Giornata per la Vita 2026: a Ragusa la Chiesa mette al centro i bambini e il futuro della società

I bambini come bussola morale della società. È questo il cuore del messaggio del Consiglio Episcopale Permanente della CEI per la Giornata per la Vita 2026, che richiama con forza la responsabilità degli adulti e delle istituzioni nel proteggere, accogliere e custodire l’infanzia.

«I bambini sono quelli che vanno prima di tutto accolti e protetti, insieme alla loro famiglia, affinché possano crescere quanto più liberi e felici», ricordano i Vescovi, sottolineando come molti disagi e comportamenti negativi dell’età adulta affondino le radici in un’infanzia problematica. Un monito che diventa appello urgente in una società in cui, troppo spesso, «le vite dei bambini vengono asservite agli interessi dei grandi».

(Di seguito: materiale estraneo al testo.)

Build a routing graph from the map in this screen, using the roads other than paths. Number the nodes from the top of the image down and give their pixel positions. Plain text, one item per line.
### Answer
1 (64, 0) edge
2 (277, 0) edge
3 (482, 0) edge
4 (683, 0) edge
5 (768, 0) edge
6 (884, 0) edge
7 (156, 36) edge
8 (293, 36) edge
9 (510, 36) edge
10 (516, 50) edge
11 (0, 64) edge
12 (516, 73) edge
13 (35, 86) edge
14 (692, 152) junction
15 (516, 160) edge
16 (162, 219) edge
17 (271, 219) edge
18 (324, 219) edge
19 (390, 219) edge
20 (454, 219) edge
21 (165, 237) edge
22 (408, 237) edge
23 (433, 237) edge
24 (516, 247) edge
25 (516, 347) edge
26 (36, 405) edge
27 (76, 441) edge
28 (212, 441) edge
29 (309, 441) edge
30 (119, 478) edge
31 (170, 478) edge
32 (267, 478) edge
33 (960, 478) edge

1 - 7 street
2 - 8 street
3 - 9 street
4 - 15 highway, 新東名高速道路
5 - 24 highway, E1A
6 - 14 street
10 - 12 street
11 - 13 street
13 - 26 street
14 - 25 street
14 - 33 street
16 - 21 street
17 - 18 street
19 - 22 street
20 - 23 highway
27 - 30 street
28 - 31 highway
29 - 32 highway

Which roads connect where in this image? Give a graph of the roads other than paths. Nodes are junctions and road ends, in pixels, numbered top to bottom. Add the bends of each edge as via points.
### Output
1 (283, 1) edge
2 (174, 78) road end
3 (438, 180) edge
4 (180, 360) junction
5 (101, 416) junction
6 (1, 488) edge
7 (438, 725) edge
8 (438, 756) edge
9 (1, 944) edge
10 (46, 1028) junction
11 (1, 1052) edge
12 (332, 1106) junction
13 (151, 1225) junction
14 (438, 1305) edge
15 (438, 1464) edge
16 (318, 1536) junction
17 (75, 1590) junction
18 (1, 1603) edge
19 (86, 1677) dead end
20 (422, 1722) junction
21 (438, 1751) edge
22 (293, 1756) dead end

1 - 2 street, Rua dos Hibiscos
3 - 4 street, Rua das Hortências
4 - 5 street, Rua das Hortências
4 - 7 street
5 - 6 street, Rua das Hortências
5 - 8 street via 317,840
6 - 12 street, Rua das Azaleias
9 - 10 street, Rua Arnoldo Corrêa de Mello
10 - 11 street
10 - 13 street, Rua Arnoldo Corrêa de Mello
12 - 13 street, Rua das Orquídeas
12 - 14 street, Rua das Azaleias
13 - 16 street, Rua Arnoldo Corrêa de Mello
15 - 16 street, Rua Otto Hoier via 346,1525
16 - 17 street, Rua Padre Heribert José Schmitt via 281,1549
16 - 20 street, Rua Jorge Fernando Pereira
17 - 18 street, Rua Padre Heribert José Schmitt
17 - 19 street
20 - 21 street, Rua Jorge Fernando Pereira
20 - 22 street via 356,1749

Crisi di generatività e cultura individualista

Nel messaggio emerge una riflessione profonda sulla crisi di generatività, che non riguarda soltanto il calo della natalità, ma una più ampia difficoltà degli adulti a mettersi al servizio dei piccoli. Una cultura individualista che rischia di compromettere non solo il futuro demografico del Paese, ma anche la sua capacità educativa, relazionale e solidale.

Per questo la CEI invita la società civile ed ecclesiale a un serio esame di coscienza, adottando il punto di vista dei bambini nelle scelte che li riguardano: dal nascere, al crescere, fino al diritto alla felicità. E, provocatoriamente, chiede di ascoltare la voce sincera dei bambini, domandando loro – una volta tanto – come vorrebbero che andassero le cose.

La Diocesi di Ragusa raccoglie l’invito

Accogliendo l’appello della Conferenza Episcopale Italiana, la Diocesi di Ragusa ha promosso un articolato programma di iniziative, frutto della collaborazione tra diversi organismi ecclesiali e associativi:
gli Uffici diocesani, la Consulta per le Aggregazioni Laicali, la Cappellania Ospedaliera, i Consultori Familiari, il Centro Aiuto alla Vita (C.A.V.) di Ragusa e l’associazione Nati per Crescere.

L’obiettivo è chiaro: tutelare la vita nascente e mettere concretamente al centro i bambini, coinvolgendo le comunità del territorio ibleo in un impegno condiviso e responsabile.

La benedizione dei neonati negli ospedali iblei

Momento particolarmente significativo sarà quello di domenica 1° febbraio, quando il Vescovo di Ragusa, mons. Giuseppe La Placa, visiterà i reparti di Ostetricia e Neonatologia dell’Ospedale Giovanni Paolo II di Ragusa e dell’Ospedale Guzzardi di Vittoria per benedire le neomamme e i neonati.

Un gesto carico di umanità e vicinanza, accompagnato dalla consegna di doni preparati dai volontari del Centro Aiuto alla Vita e dalla Cappellania Ospedaliera, segno concreto di una Chiesa che si fa prossima nei momenti più delicati della vita.

Il messaggio della CEI nelle parrocchie

In tutte le parrocchie della diocesi, durante le Messe prefestive e festive di domenica, le comunità riprenderanno e mediteranno il Messaggio del Consiglio Episcopale Permanente per la Giornata per la Vita 2026, rafforzando una riflessione che interpella credenti e non credenti sul valore della vita, della responsabilità educativa e della cura dei più piccoli.